Necklines are dipping and expanding for men. Interesting, n'est pas, Poodle?! Scoops and V-necks show the tie more or feature that great print or striped shirt underneath. Don't worry, turtlenecks still are a propos under these plunging layering pieces.

The Color Purple
Eggplant, lavendar, grape ... whatever the Diva in your life calls it, GET IT. This is The Shade this season. You don't have to have the most Pungeant Purple to make the statement and be considered "with it". Purple not your thing, Pumpkin? Other colors to try this fall and winter are neutrals from earth tones to rich blues.

Pinstriped Pants are a wardrobe item to add. Goes back to the Gentlemanly thing. Size of stripe or color are your choice. You can pair it with an argyle sweater (yep, dust off that Preppy Handbook from the '80s!)

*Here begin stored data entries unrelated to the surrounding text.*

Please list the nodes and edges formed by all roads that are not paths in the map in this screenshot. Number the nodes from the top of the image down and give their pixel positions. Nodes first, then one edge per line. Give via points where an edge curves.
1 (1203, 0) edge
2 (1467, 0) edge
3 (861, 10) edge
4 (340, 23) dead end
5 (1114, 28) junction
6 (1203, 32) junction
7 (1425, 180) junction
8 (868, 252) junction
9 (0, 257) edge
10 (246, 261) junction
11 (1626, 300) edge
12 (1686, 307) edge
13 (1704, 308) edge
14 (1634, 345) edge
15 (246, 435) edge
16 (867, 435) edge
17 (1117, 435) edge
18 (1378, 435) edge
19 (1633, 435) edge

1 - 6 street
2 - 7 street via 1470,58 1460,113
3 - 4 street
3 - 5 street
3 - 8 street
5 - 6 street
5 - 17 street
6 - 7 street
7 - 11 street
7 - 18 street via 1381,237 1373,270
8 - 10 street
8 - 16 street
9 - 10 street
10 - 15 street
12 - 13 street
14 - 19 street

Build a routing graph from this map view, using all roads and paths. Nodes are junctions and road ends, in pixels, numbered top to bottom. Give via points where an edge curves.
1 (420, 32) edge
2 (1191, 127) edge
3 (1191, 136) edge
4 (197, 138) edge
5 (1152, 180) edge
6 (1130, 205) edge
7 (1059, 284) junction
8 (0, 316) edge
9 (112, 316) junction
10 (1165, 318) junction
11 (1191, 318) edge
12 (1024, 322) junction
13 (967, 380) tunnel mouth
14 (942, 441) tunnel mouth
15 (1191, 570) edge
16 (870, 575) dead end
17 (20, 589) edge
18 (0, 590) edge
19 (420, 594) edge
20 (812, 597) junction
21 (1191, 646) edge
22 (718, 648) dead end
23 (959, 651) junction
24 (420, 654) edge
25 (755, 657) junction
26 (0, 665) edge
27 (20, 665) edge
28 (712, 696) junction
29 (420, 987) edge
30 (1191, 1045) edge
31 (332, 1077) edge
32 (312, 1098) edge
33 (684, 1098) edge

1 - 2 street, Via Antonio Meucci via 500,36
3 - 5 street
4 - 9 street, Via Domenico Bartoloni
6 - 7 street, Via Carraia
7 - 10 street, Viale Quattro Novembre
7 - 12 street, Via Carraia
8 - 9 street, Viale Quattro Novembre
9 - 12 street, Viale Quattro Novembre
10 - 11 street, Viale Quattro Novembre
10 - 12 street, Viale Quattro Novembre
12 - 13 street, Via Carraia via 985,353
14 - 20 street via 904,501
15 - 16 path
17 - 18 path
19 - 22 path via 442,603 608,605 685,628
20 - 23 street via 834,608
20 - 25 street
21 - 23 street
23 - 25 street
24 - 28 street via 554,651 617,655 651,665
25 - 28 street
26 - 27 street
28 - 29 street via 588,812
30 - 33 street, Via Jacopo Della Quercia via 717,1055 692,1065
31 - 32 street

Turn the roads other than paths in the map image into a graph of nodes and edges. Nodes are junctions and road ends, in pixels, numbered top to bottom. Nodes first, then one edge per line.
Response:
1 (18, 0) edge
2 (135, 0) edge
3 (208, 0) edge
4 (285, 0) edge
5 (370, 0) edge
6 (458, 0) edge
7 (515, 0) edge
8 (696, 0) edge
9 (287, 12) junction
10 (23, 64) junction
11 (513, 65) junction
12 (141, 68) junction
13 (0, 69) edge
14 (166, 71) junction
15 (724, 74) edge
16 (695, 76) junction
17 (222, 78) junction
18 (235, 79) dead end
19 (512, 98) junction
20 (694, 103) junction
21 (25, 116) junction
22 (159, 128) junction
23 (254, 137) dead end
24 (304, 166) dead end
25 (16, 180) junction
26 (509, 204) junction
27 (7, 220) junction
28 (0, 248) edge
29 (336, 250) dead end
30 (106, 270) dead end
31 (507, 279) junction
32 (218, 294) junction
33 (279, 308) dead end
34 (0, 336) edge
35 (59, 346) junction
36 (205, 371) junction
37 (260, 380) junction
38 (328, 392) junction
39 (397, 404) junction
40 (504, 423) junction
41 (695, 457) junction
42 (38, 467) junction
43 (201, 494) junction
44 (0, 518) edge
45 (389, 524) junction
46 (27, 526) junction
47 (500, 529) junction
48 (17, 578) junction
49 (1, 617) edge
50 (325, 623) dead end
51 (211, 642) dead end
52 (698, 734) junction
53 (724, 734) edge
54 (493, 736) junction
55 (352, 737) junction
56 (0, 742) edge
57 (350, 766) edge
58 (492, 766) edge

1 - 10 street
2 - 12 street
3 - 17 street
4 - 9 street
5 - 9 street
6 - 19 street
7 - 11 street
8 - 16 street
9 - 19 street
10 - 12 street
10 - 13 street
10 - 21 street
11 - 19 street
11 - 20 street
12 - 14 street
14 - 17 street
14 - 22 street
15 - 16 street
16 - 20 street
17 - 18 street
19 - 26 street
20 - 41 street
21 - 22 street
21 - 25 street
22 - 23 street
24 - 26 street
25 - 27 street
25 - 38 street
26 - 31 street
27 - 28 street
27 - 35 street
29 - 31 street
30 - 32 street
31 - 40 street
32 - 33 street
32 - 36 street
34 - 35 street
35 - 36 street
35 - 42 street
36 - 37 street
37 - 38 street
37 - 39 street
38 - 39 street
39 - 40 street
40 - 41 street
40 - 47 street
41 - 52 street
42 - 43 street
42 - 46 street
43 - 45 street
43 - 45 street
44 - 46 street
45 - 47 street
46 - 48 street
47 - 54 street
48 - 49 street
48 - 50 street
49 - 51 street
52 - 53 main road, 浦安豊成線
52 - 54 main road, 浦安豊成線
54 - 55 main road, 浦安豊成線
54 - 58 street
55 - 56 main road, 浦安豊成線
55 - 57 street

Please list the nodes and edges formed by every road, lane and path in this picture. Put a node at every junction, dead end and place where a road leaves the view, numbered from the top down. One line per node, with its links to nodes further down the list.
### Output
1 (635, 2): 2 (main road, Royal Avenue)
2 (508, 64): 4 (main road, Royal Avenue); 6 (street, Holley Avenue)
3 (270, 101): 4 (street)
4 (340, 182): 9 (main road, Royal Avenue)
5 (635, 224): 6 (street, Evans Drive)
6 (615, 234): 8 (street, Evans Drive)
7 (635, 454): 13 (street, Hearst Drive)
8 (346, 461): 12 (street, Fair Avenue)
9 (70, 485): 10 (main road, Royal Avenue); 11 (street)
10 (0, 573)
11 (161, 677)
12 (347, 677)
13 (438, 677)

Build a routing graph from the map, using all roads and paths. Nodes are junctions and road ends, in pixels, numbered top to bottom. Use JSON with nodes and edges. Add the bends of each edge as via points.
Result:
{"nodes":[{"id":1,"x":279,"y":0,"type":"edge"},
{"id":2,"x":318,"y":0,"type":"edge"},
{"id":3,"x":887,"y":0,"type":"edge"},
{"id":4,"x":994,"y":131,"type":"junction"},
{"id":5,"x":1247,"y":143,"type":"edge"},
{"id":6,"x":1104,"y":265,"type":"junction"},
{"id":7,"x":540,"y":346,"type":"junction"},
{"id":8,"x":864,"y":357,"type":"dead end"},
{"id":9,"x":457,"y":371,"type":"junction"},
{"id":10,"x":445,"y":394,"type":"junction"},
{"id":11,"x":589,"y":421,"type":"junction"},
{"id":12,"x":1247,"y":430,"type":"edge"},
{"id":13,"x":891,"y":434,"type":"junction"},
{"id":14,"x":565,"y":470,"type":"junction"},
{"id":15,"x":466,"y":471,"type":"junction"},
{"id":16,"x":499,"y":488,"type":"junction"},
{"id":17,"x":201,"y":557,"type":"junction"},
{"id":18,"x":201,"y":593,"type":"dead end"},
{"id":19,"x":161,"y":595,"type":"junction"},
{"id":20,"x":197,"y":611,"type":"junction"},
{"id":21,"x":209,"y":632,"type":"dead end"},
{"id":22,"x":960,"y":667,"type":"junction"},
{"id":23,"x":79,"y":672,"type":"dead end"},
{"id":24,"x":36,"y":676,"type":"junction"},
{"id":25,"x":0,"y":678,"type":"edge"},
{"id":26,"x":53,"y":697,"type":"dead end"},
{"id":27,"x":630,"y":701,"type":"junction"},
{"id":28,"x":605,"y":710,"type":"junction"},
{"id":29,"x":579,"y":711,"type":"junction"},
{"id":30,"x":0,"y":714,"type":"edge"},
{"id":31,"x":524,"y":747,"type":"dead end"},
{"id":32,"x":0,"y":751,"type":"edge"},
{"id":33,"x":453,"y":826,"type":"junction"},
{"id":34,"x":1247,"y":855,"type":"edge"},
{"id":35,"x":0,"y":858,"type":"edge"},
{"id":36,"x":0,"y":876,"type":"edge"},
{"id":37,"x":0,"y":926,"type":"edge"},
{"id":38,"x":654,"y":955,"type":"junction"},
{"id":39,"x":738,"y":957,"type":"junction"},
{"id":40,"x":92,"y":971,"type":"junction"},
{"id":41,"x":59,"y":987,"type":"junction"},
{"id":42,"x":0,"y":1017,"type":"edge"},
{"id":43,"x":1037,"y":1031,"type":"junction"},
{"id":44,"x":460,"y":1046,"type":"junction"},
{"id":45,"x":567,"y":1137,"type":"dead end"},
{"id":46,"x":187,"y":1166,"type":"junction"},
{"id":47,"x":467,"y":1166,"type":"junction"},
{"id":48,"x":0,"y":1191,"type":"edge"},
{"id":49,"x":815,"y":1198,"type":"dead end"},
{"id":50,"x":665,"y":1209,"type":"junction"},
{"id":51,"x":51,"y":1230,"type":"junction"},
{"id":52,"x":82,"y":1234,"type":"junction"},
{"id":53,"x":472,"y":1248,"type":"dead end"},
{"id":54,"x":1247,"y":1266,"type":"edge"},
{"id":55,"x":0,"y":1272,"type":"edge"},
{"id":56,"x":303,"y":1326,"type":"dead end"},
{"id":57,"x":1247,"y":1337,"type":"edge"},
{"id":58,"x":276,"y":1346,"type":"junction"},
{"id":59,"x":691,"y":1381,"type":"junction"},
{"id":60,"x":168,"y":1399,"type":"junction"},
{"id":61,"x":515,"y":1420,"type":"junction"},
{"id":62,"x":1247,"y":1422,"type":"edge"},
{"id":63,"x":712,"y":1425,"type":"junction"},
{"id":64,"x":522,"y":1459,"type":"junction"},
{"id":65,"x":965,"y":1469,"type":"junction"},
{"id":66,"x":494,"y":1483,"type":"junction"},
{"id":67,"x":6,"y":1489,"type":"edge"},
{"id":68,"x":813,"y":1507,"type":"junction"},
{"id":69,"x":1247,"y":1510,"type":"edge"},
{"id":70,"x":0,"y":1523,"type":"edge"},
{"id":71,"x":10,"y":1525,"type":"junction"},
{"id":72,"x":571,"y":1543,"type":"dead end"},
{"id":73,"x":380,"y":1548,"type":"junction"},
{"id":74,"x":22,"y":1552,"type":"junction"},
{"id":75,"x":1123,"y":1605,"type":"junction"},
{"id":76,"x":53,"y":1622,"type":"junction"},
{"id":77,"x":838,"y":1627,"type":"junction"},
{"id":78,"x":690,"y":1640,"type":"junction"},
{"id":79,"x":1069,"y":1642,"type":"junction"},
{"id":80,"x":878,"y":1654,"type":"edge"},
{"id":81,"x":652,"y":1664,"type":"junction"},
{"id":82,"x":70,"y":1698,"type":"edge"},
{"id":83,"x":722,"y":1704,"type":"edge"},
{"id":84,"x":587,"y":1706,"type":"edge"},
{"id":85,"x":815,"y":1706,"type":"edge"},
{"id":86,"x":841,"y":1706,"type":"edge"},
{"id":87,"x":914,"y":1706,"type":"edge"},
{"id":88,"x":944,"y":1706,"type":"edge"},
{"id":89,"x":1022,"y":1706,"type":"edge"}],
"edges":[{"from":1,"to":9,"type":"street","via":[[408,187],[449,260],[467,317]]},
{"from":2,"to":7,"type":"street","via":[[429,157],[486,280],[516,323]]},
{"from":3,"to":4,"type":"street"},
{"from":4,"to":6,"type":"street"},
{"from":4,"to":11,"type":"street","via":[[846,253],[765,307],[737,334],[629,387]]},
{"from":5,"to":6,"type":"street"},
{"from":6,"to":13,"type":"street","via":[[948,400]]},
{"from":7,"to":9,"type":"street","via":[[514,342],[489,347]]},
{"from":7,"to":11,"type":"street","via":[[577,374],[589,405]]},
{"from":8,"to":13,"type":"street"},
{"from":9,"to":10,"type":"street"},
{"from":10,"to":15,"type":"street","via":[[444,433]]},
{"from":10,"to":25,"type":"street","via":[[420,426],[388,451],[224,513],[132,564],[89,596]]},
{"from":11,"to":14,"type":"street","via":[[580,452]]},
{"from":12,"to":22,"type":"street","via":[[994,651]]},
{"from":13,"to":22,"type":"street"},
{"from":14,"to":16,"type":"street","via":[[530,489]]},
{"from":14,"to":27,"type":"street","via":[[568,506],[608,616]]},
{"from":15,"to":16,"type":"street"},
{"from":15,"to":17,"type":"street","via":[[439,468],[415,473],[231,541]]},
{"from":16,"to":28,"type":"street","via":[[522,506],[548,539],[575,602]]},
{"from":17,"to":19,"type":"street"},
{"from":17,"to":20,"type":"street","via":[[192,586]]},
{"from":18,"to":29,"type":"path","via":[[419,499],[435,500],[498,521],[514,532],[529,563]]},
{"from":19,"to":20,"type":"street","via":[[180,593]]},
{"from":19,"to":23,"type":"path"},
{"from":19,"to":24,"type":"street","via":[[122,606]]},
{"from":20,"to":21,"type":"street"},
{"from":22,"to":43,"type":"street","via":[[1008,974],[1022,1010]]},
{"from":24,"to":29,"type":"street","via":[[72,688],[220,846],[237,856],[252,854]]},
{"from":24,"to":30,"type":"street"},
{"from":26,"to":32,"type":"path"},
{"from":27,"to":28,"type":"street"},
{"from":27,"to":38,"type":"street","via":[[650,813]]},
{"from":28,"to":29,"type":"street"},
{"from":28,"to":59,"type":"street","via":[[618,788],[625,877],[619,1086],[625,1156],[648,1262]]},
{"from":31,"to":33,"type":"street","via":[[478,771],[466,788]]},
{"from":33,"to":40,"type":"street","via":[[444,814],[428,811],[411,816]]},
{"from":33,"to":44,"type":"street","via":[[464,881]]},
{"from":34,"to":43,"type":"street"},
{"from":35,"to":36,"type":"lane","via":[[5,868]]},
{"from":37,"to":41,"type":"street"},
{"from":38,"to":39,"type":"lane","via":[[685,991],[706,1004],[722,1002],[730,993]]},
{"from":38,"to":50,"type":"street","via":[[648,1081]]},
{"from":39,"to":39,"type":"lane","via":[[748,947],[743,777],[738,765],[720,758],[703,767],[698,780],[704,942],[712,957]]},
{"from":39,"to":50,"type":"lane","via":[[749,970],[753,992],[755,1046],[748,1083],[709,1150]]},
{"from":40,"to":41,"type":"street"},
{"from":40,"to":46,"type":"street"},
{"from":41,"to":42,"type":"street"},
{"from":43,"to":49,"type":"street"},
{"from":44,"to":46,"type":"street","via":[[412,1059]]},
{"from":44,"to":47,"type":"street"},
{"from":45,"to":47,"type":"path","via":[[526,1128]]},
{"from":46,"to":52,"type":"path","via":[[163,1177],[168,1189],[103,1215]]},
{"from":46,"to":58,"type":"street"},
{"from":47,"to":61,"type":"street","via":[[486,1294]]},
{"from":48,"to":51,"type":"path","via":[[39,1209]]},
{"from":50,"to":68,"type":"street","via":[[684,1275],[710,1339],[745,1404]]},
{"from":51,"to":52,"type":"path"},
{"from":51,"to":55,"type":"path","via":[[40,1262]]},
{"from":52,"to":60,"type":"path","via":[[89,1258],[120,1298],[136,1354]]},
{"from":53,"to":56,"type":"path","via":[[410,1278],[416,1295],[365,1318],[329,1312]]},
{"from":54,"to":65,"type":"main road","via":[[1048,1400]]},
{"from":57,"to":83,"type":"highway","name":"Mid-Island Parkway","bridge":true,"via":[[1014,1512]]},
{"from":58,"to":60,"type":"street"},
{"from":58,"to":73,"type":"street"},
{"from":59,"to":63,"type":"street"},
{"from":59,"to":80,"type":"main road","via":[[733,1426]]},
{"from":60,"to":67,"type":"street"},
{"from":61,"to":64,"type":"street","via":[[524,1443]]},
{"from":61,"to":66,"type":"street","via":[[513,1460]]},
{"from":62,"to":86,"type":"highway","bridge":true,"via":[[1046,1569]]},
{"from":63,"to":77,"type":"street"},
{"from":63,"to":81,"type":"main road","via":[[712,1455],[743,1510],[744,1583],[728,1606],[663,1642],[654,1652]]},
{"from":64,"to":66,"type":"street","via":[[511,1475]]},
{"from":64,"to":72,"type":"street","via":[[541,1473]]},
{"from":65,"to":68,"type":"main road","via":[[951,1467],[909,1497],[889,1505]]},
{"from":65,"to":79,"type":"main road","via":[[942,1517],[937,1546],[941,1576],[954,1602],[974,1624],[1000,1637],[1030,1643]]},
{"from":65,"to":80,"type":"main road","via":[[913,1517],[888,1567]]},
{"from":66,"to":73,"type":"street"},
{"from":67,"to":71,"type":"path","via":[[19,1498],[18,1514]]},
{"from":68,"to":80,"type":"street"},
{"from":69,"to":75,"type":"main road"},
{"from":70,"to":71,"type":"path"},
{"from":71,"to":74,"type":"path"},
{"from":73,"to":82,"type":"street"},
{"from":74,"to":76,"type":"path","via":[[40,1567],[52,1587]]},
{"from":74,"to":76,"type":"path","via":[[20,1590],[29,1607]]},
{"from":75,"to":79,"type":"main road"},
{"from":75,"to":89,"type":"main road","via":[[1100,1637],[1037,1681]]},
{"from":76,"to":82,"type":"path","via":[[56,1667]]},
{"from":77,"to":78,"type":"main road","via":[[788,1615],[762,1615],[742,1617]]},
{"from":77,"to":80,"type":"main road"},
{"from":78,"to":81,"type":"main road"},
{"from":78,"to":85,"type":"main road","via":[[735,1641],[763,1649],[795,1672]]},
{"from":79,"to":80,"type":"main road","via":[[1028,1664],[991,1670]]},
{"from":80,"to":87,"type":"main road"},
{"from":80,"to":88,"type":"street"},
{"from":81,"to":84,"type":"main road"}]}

Striped shirts. Just get one or three. It's another rage. Wear with jeans or a suit OR under a sweater (if it ever cools off!).

Jeans & Casual. Don't you just hate it when you get the right jean and find out it's out of style? Ugh! They can get really expensive! The great news is the color of your jeans doesn't matter. Stone washed to dark jeans are all great! Yea! If you can find some that enhance your features, then you've totally scored! Pair your jeans with a blazer/sports jacket - another must-have item. Again, consult your Preppy Handbook because the patch on the elbows is making a come-back (I know! It's now called "retro", can you believe it???) Moleskin or corduroy jackets are on the list, too! Two or three buttons, please. Also, unless you're more over-the-top than I am, you probably shouldn't choose the jacket for your new purple piece - stick with neutrals.

So, there you have it, straight from The Main Dish - your fall fashion tips straight from the fashion runways!